Understanding the Basics of Qualification

Before we get into the nitty-gritty, let’s go over the fundamental requirements needed to qualify for a small business loan. Whether you’re going to a government-backed lender, such as the SBA, or a private lender, there are a number of commonalities in the types of things that you'll need to prepare.

Basic Qualification Requirements

In order to qualify for a small business loan, according to FNB247 and the SBA, your business must be for-profit, based in the United States. Your business must also meet the SBA’s or the lender’s definition of small business, which can vary based on annual revenue or number of employees. One other important condition is that you are unable to borrow in another place at terms that is fair. This is to verify that the loan is in fact necessary (source: SBA). Further, the loan proceeds have to fund a legitimate business use according to the SBA. Businesses in industries including gambling, sex-focused adult entertainment and others don’t qualify for the loans, NerdWallet reported.
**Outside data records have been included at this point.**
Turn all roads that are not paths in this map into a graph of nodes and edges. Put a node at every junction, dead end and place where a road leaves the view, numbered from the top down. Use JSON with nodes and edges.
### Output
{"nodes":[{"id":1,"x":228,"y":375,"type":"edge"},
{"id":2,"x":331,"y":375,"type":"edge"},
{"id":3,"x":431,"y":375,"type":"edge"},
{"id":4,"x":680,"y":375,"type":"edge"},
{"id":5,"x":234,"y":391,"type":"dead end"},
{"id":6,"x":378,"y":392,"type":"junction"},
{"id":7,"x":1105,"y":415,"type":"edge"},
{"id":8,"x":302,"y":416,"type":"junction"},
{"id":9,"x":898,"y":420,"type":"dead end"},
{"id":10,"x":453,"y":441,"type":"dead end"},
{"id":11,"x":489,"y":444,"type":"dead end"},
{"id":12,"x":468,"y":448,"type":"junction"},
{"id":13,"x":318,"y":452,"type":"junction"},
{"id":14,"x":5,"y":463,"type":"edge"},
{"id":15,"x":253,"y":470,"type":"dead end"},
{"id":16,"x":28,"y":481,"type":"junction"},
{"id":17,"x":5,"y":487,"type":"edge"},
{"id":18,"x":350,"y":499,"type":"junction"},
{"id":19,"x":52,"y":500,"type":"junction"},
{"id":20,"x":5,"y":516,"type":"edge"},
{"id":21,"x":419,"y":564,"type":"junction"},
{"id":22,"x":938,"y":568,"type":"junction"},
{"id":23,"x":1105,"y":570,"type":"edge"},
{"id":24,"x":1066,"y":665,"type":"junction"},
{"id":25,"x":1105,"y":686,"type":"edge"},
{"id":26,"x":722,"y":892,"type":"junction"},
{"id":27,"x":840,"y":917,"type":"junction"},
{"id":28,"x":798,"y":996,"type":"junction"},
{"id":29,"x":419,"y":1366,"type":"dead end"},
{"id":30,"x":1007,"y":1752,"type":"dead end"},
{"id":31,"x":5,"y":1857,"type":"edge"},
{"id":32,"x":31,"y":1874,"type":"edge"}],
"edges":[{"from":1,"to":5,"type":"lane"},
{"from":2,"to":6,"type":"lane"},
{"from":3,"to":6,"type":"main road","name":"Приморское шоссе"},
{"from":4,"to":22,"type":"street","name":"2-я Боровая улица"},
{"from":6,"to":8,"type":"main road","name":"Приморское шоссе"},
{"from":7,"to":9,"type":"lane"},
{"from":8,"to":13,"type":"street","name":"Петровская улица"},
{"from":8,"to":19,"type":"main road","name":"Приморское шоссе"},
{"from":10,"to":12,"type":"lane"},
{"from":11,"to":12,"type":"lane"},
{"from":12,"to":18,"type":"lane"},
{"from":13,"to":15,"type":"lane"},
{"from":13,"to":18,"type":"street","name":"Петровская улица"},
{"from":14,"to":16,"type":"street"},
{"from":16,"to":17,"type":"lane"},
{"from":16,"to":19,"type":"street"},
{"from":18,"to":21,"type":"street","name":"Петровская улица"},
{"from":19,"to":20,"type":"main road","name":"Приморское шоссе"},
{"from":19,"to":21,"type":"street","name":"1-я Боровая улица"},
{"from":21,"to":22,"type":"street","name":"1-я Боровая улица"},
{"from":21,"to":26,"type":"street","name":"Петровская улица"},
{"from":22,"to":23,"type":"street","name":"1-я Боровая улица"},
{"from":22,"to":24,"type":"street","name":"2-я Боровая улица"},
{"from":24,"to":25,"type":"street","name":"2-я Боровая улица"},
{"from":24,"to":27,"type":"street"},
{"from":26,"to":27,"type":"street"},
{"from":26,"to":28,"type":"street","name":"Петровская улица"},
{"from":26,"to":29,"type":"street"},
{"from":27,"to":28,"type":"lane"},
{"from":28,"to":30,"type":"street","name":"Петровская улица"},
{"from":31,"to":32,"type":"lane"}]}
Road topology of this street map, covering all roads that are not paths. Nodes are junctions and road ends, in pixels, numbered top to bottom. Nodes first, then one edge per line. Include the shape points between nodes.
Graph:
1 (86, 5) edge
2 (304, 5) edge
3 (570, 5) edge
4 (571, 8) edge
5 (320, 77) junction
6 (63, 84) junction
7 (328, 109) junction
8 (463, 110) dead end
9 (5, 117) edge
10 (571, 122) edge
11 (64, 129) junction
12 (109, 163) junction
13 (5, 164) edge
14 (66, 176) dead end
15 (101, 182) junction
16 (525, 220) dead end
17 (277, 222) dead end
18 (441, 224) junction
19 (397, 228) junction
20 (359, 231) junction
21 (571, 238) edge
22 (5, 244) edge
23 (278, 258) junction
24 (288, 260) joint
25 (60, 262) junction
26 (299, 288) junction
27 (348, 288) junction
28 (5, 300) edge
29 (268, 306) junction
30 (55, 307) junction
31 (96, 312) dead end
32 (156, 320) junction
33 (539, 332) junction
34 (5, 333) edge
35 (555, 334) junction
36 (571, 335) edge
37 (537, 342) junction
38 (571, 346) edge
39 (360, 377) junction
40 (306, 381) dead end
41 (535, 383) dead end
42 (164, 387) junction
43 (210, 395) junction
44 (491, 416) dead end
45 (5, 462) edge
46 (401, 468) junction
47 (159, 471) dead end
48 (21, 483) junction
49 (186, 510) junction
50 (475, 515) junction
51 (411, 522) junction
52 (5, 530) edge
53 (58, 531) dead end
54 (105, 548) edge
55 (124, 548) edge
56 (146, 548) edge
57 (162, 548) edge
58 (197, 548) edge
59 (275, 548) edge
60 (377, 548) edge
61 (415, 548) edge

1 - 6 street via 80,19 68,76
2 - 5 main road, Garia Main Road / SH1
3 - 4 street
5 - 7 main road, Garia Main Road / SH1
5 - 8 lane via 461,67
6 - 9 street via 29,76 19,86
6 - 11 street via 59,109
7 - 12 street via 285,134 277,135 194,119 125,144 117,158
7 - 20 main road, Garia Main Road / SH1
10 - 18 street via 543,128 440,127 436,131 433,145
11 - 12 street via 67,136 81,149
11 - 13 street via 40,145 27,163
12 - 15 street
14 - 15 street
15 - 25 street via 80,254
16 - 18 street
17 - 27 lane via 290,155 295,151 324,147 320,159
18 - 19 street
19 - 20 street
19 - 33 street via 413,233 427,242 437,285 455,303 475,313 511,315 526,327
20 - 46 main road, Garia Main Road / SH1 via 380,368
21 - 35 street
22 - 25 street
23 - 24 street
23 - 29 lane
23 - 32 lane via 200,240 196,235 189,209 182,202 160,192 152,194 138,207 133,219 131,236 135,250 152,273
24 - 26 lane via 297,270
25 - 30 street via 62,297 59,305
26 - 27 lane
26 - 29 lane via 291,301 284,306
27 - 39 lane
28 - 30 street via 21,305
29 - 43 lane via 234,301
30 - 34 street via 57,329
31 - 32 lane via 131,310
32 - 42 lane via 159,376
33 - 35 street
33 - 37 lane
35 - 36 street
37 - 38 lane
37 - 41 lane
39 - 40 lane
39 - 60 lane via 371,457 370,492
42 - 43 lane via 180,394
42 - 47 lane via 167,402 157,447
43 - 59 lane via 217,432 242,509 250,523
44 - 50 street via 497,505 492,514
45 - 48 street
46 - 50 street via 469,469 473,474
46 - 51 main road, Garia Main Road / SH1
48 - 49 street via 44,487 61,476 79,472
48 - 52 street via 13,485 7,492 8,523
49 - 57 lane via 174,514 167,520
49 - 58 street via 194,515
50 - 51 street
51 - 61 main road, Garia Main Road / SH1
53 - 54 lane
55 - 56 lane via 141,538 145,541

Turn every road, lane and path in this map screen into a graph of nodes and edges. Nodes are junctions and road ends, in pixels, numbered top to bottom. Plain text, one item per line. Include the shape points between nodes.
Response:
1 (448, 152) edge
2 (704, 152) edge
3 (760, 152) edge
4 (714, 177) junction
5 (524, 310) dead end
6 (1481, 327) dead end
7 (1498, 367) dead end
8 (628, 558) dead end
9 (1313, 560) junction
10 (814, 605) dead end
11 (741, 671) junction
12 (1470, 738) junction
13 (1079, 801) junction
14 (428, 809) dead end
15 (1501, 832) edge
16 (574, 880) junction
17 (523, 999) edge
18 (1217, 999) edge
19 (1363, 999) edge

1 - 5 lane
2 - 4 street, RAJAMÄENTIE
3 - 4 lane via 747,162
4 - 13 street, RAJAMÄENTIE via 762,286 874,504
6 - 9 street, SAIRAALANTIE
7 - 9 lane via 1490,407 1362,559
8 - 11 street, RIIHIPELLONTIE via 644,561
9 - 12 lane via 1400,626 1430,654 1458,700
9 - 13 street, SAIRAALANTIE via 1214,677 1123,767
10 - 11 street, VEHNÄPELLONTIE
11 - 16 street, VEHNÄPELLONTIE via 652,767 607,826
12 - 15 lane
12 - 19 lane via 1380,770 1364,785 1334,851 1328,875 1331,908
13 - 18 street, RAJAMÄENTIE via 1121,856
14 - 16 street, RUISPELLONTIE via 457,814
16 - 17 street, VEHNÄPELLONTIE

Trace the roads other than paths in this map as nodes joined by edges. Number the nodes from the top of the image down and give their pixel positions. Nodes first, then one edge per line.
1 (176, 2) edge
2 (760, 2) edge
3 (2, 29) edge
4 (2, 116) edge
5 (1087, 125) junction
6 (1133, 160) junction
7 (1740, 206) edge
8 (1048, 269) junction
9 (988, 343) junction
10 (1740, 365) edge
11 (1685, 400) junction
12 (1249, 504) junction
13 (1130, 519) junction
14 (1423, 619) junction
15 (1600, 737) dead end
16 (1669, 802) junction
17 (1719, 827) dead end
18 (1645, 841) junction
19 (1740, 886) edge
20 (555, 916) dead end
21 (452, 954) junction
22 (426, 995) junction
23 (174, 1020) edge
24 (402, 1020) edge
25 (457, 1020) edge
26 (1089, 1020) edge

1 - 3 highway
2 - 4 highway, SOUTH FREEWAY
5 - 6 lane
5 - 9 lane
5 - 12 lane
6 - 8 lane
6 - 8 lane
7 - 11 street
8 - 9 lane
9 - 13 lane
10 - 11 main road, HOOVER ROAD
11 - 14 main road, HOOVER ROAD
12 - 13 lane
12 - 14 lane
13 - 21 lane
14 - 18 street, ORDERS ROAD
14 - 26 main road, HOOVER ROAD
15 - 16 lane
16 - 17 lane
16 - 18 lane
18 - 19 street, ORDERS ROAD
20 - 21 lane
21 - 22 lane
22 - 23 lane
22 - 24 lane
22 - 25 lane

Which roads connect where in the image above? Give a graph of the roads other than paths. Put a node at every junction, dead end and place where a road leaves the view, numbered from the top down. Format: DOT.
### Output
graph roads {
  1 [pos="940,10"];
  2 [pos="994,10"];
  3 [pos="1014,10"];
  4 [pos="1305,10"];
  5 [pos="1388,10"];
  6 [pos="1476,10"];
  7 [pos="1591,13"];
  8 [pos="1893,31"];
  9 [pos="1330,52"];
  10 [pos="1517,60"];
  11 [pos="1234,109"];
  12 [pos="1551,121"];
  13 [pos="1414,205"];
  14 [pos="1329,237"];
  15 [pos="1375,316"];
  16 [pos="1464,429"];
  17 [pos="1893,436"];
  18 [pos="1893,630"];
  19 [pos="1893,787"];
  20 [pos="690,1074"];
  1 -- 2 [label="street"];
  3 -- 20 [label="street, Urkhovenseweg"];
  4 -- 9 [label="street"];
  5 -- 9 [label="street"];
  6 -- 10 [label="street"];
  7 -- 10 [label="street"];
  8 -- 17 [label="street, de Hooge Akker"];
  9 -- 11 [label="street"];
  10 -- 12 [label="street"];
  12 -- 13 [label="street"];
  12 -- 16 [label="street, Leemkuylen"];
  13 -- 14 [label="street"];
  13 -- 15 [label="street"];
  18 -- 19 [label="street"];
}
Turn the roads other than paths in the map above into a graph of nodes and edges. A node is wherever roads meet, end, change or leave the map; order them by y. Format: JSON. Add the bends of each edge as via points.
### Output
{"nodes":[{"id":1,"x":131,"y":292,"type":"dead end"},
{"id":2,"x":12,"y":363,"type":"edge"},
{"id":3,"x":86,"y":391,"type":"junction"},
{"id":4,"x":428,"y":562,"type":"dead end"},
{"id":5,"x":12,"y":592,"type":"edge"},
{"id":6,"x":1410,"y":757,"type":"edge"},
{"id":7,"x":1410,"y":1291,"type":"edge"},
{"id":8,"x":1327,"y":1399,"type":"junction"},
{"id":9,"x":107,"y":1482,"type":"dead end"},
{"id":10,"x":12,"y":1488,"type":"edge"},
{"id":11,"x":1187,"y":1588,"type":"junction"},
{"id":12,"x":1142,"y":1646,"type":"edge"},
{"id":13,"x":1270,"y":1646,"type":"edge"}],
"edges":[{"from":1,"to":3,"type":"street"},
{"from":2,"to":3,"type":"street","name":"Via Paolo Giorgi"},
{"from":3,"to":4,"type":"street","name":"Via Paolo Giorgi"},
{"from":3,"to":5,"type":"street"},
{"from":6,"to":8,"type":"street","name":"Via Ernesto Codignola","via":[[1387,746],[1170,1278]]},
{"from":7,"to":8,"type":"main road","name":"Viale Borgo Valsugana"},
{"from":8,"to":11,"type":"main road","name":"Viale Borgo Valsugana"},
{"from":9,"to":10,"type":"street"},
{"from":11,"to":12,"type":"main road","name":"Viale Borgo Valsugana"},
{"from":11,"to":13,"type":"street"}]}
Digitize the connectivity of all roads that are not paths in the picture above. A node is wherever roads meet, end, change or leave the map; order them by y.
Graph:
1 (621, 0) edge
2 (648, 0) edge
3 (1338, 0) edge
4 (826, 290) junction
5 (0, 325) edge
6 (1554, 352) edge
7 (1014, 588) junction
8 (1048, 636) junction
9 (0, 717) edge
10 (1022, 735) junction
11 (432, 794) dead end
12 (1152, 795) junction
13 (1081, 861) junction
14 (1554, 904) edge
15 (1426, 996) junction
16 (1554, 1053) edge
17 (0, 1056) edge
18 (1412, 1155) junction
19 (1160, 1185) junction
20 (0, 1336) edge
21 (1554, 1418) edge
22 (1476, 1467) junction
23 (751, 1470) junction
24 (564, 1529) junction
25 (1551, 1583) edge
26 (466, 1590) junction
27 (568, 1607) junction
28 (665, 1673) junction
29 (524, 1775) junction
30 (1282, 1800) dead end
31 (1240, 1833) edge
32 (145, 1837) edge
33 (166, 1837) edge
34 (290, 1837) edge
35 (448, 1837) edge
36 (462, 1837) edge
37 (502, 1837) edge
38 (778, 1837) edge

Cashing in on Creditworthiness

Your credit score has a lot to do with your ability to qualify for a loan. If you’re looking for an SBA loan, you’ll need a score of about 690, although some lenders can work with lower scores, and for non-SBA loans some will accept scores as low as 500, WeFrontIt and NerdWallet report. It’s also helpful that you have your own solid business credit to back up your request.

Business Longevity and Financial Performance

Most banks and SBA lenders like to see businesses that have been in business for at least 2 years, stated NerdWallet. But there are also some online lenders that are much more flexible, with a three to six months old business is liable to be accepted depending on WeFrontIt. Showing your ability to generate revenue and maintain financial health is essential when applying for a loan.

Necessary Documents

You will need to submit several documents so that your loan request can be supported. Recent business and personal tax returns are standard requests, according to Bank of America. Additionally, its shared by FNB247 and WeFrontIt are comprehensive business financial statements and a clear business plan.

Meeting Business Size Standards

A small business that meets the SBA size standards is an equally important factor while applying for a small business loan. These requirements, along with others listing the number of employees and annual revenue are laid out in the SBA's Table of Size Standards, FNB247 said.

Special Considerations for Loan Eligibility

In addition to standard qualifications, there are a few special things to know about applying for a small business loan. It’s important, according to NerdWallet, not to be behind on existing government loans. Making sure your business is able to repay is key, as pointed out by the SBA and Bank of America.

Preparation Steps for a Loan Application

Being prepared can greatly improve your ability to qualify for a loan. Kick things off by checking up on eligibility criteria and all of the documents you will need, as stated by Bank of America and FNB247. Speaking with lenders or the SBA directly can help shed light on such eligibility concerns.